13. A device, comprising:

a local microphone array configured to receive sound signals, wherein the sound signals comprise at least one target sound; and

one or more processors configured to: generate an a priori estimate of the at least one target sound in the received sound signals using only an a priori relative transfer function (RTF) vector generated from the received sound signals, generate a direct estimate of the at least one target sound in the received sound signals using only an a priori relative transfer function (RTF) vector generated from the received sound signals, and generate a weighted combination of the a priori estimate and the direct estimate, wherein the weighted combination is an integrated estimate of the target sound.

14. The device of claim 13, wherein to generate the weighted combination of the a priori estimate of the at least one target sound and the direct estimate of the at least one target sound, the one or more processors are configured to:

weight the a priori estimate in accordance with a first cost function controlled by a first set of tuning parameters to generate a weighted a priori estimate;

weight the direct estimate in accordance with a second cost function controlled by a second set of tuning parameters to generate a weighted direct estimate; and

mix the weighted direct estimate with the weighted a priori estimate.

15. The device of claim 14, wherein the one or more processors are configured to:

set the first set of tuning parameters based on one or more confidence measures associated with the a priori estimate of the of the at least one target sound, wherein the one or more confidence measures represent an estimate of a reliability of the a priori estimate.

16. The device of claim 14, wherein the one or more processors are configured to:

set the second set of tuning parameters based on one or more confidence measures associated with the direct estimate of the of the at least one target sound, wherein the one or more confidence measures represent an estimate of a reliability of the direct estimate.

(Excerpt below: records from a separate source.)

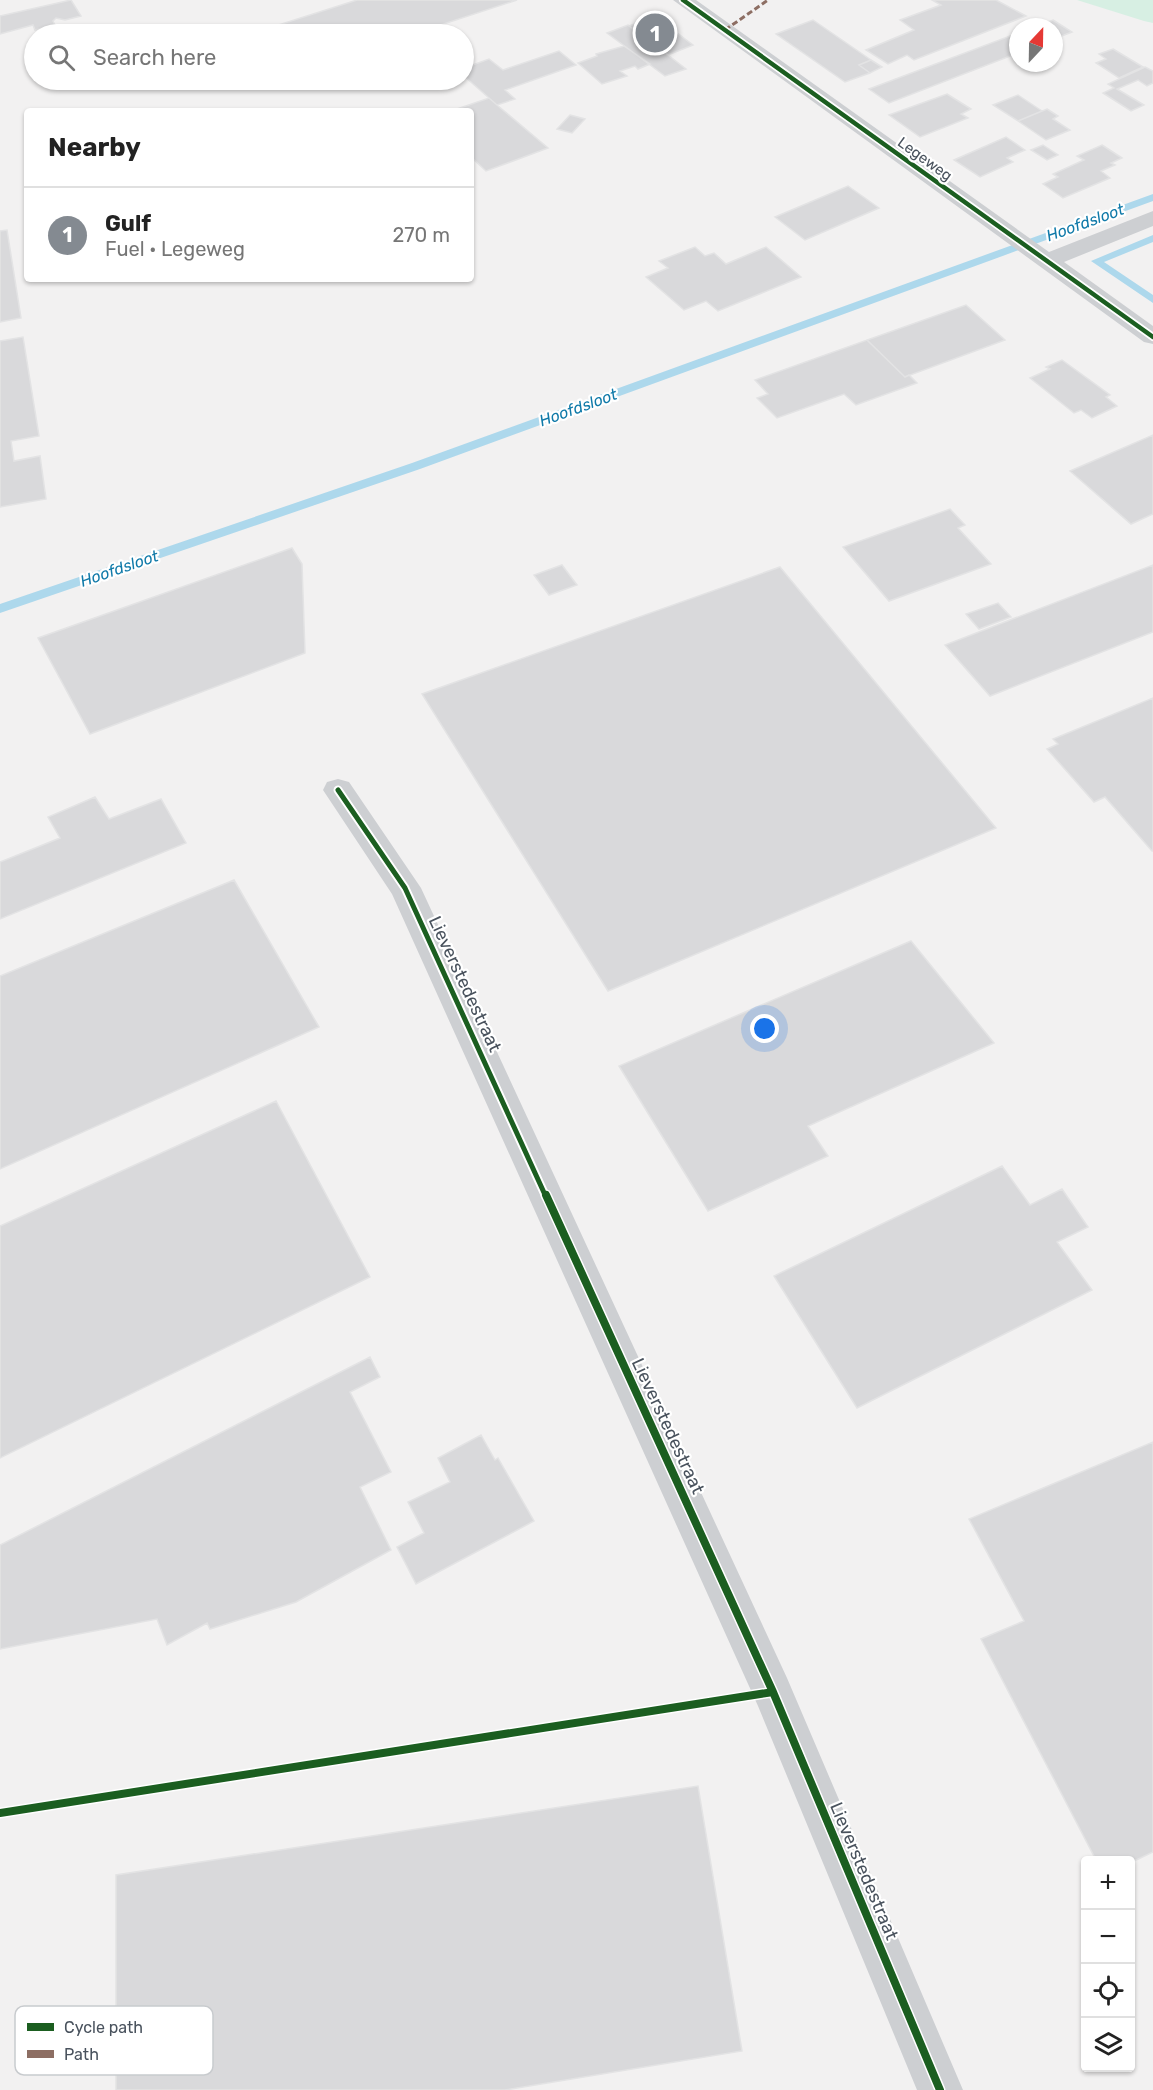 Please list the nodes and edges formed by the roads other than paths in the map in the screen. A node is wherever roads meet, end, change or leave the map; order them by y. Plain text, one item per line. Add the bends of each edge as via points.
1 (683, 0) edge
2 (1153, 218) edge
3 (1047, 261) junction
4 (1153, 337) edge
5 (338, 789) dead end
6 (940, 2090) edge

1 - 3 street, Legeweg
2 - 3 street
3 - 4 street, Legeweg
5 - 6 street, Lieverstedestraat via 405,888 772,1692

17. The device of claim 13, wherein to generate the a priori estimate of the at least one target sound in the received sound signal, the one or more processors are configured to:

generate the a priori estimate based at least on a predetermined location of a source of the at least one target sound, one or more assumptions regarding characteristics of the local microphone array, and one or more assumptions regarding reverberant characteristics of the at least one target sound.

18. The device of claim 13, wherein to generate the direct estimate of the at least one target sound in the received sound signals, the one or more processors are configured to:

generate the direct estimate based at least on a real-time estimate of a location of a source of the at least one target sound, estimated characteristics of the local microphone array, and estimated reverberant characteristics of the at least one target sound.

19. The device of claim 13, wherein the one or more processors are configured to:

perform subsequent sound processing operations in the device using the integrated estimate of the target sound.

20. A system including the device of claim 13, wherein the local microphone array is configured to receive a first portion of the sound signals, and wherein the system comprises:

at least one external microphone configured to receive a second portion of the sound signals.